The film doesn’t quite end in disaster because Julia does something at the last minute in which she foregoes self-interest. She won’t get clear of the mess she’s in unless she gives up the money she’s been after the whole movie. There’s a touch of redemption for her, but not much. We last see Phil in Gloria’s arms with a joyful look on his face. In his immediate future, he’ll be with her, his new family, safe. Julia has Tom in her arms at the finale, but the close-up on the child’s face shows fear and trembling. Not because he’s with Julia, who he knows won’t hurt him, but as a reaction to all he’s endured. If you wondered before, you don’t now: there’s no chance this kid will not be psychologically scarred for a long time, and because of Julia. She’s the one who upended his life. And she doesn’t intend to keep him; there’s relief in her voice when she declares “Okay. I’m taking you to your mother.” That’s a mother, mind you, who is hidden somewhere and a recovering alcoholic herself, and perhaps somewhat crazy. It’s hardly the fairy tale, Hollywood ending Cassavetes gives us, but it’s the appropriate wrap-up to a film that has taken us on an uncompromising and brilliantly unsettling ride.

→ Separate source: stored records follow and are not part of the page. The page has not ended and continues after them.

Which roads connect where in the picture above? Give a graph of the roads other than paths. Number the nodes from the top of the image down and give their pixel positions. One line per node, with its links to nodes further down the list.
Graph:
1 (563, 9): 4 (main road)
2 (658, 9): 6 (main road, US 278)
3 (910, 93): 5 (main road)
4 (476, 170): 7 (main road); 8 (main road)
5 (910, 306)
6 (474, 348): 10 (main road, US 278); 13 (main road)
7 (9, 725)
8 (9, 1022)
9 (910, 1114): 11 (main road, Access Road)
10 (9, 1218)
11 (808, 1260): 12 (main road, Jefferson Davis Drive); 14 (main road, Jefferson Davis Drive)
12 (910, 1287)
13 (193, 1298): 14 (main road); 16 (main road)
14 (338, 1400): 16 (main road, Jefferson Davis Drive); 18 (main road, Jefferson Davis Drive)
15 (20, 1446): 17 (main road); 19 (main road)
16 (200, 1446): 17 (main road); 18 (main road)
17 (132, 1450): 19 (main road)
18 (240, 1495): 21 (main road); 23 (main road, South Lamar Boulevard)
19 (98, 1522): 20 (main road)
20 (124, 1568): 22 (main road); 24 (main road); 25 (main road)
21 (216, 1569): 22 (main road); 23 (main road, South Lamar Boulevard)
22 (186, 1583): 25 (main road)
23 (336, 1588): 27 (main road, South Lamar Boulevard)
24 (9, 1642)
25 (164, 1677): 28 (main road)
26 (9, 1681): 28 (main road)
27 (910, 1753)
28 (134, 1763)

What would John Cassavetes have thought of Julia? Did Gena Rowlands ever see it? Considering his lukewarm assessment of his own film, I think Cassavetes may have been surprised that Gloria would become a film as appreciated as it is, let alone a film other filmmakers would draw upon as an influence. But an influence Gloria is, and Julia is a prime example of how one film can be inspired by another and even follow a comparable plotline and yet deliver a completely different viewing experience than the film that inspired it.